One in seven British families has three or more children. However, the typical British family has now 1.92 children on average, which seems to indicate that more and more households choose to have only a single child.
There are a variety of excellent reasons why you may not want to have many children. For instance, it’s not uncommon for couples to wait before they start a family, which reduces the chances of multiple siblings! Additionally, as the typical British home is one of the smallest in Europe, many homeowners are worried that they might physically run out of space if they had more than one child. There is no denying that managing the practicalities of a large family in a 2-bedroom terraced-house can rapidly turn into a nightmare. However, making room for your kids is not an impossible goal. On the contrary, you can keep your household organised and cosy, as long as you are smart about space management!
The practical question: How many bedrooms do you need?
How many bedrooms do you need to raise a family? It’s the eternal question that parents approach. This question hides another one, more worrying; namely, do you need to find a bigger home? Ideally, you should have enough bedroom per person to sleep individually as well as a guest bedroom. For a couple with one baby, you’d need 4 bedrooms. But in reality, most families make do with a lot less! Parents share one bedroom, and children with little age difference tend to share a room too. You can work with contemporary architects to design an extension to your home, which would ensure that you can add elements that are essential to your family comfort, such as an additional bathroom or a bigger kitchen area. Large families can also consider an extension for a new bedroom!
Where do they play?
When it comes to the children’s bedroom, you need to consider a play area. Ultimately, young children interact with their environment through games; if they can’t play, they might experience issues in their social development. Thankfully, creating a playroom can be focused in a tiny space. For instance, you can decorate the bedroom – or the play area in the bedroom – with wall stickers which can be replaced to match their interests as they grow older. Adding extra storage units is a good idea: where else are they going to keep their toys?

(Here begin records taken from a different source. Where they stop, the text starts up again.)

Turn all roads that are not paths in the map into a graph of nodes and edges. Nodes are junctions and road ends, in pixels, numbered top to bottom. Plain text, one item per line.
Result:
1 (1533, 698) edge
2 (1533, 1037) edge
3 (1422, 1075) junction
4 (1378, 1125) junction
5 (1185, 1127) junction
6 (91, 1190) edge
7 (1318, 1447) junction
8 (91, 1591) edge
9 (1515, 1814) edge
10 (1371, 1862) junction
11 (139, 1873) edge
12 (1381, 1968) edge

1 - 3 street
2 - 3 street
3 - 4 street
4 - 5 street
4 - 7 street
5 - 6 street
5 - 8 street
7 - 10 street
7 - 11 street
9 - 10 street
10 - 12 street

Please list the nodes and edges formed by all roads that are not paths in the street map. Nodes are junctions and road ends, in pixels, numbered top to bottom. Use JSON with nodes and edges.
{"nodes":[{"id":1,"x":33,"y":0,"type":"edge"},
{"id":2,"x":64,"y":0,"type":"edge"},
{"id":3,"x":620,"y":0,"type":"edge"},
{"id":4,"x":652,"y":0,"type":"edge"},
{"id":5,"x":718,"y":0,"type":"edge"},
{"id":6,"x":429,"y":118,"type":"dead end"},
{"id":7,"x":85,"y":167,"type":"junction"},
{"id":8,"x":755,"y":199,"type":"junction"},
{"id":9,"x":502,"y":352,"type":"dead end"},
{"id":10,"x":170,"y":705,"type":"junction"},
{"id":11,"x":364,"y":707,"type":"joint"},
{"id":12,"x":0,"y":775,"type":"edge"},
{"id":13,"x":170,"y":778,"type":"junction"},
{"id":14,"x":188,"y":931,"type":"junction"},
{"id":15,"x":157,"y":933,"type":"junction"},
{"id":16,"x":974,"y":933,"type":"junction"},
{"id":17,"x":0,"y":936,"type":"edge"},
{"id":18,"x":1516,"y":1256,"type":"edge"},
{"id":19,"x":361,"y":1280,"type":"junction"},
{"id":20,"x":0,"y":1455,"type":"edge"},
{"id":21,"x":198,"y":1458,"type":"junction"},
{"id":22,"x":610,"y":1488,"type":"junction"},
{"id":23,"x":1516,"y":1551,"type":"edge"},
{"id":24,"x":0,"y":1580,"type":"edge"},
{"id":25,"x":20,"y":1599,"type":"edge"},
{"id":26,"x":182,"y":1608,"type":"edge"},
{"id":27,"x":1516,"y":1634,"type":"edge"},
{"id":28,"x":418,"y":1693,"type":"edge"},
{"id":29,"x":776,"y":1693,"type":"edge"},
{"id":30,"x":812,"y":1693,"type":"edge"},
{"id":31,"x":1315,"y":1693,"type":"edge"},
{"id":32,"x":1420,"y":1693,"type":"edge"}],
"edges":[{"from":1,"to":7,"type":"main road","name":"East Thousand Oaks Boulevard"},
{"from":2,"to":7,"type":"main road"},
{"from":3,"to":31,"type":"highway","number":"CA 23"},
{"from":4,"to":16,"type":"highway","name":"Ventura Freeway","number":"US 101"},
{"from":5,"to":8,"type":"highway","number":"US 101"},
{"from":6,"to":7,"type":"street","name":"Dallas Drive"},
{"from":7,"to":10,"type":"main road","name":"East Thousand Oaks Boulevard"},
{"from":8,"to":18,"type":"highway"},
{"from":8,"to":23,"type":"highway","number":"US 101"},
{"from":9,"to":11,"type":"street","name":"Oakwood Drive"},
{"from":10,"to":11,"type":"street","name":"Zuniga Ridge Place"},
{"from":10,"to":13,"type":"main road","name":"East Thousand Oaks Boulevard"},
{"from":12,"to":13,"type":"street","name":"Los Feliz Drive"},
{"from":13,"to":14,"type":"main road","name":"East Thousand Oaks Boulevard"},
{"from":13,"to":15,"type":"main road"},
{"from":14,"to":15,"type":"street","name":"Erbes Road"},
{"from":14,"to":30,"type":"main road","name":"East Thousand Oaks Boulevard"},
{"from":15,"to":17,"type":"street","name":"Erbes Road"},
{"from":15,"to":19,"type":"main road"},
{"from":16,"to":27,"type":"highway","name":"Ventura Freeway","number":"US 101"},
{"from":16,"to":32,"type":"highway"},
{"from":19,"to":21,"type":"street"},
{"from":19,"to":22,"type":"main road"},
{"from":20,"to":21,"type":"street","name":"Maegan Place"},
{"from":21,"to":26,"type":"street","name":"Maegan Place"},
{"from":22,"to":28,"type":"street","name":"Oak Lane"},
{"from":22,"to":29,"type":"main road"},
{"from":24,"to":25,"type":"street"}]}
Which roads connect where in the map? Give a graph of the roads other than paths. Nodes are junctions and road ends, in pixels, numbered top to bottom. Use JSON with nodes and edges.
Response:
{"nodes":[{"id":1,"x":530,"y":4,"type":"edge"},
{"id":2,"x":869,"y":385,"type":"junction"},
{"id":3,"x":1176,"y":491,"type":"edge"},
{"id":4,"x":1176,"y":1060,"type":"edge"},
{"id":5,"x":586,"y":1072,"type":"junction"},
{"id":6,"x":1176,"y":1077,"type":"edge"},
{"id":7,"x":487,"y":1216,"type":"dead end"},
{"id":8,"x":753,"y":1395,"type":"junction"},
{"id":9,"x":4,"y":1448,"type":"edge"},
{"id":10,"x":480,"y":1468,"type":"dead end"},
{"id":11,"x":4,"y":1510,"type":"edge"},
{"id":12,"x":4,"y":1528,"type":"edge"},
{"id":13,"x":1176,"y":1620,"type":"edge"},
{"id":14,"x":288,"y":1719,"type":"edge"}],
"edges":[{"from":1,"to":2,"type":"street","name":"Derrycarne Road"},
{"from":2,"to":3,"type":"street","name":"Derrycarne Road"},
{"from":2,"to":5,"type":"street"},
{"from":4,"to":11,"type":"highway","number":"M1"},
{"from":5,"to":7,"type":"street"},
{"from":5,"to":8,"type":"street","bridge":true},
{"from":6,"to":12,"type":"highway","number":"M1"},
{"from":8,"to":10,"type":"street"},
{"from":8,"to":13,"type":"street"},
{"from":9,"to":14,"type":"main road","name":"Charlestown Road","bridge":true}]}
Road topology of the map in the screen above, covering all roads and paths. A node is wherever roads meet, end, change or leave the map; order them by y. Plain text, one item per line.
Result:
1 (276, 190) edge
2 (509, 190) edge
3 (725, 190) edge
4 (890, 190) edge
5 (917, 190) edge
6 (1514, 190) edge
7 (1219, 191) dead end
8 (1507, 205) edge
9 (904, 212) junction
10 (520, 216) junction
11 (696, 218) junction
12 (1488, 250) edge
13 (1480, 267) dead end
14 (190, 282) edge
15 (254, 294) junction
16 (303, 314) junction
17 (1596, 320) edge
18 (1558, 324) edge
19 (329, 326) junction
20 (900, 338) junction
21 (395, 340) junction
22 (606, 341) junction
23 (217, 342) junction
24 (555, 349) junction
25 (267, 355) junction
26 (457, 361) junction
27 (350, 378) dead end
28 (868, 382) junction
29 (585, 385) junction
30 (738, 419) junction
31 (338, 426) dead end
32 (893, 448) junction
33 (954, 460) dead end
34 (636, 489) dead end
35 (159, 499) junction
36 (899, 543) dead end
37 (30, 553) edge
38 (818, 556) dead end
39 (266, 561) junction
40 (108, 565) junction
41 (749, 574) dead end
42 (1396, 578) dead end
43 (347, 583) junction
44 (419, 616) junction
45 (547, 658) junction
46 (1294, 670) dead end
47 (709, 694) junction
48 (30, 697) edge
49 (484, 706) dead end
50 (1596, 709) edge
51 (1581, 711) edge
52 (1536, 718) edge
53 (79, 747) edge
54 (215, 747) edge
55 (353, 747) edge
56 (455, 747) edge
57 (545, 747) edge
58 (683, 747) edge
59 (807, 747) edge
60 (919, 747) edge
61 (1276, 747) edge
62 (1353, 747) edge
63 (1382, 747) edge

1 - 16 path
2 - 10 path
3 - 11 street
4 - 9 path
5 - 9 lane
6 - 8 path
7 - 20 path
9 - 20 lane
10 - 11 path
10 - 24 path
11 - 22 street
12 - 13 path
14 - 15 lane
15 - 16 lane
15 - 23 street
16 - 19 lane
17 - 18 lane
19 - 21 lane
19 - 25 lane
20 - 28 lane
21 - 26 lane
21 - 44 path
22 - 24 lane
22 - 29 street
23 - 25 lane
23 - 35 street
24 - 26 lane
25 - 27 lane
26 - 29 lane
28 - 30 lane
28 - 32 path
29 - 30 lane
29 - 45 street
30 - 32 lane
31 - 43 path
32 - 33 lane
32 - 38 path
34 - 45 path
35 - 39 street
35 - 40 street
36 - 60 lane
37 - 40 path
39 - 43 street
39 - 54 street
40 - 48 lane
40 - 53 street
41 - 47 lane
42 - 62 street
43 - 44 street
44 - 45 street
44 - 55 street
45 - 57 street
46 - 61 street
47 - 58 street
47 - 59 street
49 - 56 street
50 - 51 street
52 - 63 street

Older kids need a place to study
Last, but not least, while most children are happy to share a room, it’s essential to address the age gap. If your teen son shares a bedroom with a preschooler, his school work might suffer in the process. He needs a quiet place where he can concentrate on his homework without being disturbed. In other words, you can’t keep the study area in the same room, especially if you’ve created an interactive playground in the corner for your younger child. But you can find unused space at home to build an office area without needing an extra room. The garden shed can become a peaceful place to study or an awkward nook in the living room.
You don’t need to upsize your property when you have children, but you need to give them the room they need to grow happy and healthy. An extension to the house can free up space for an extra bedroom, for instance. Strategic planning and space organisation can help young and old children to have a space to play, think and grow.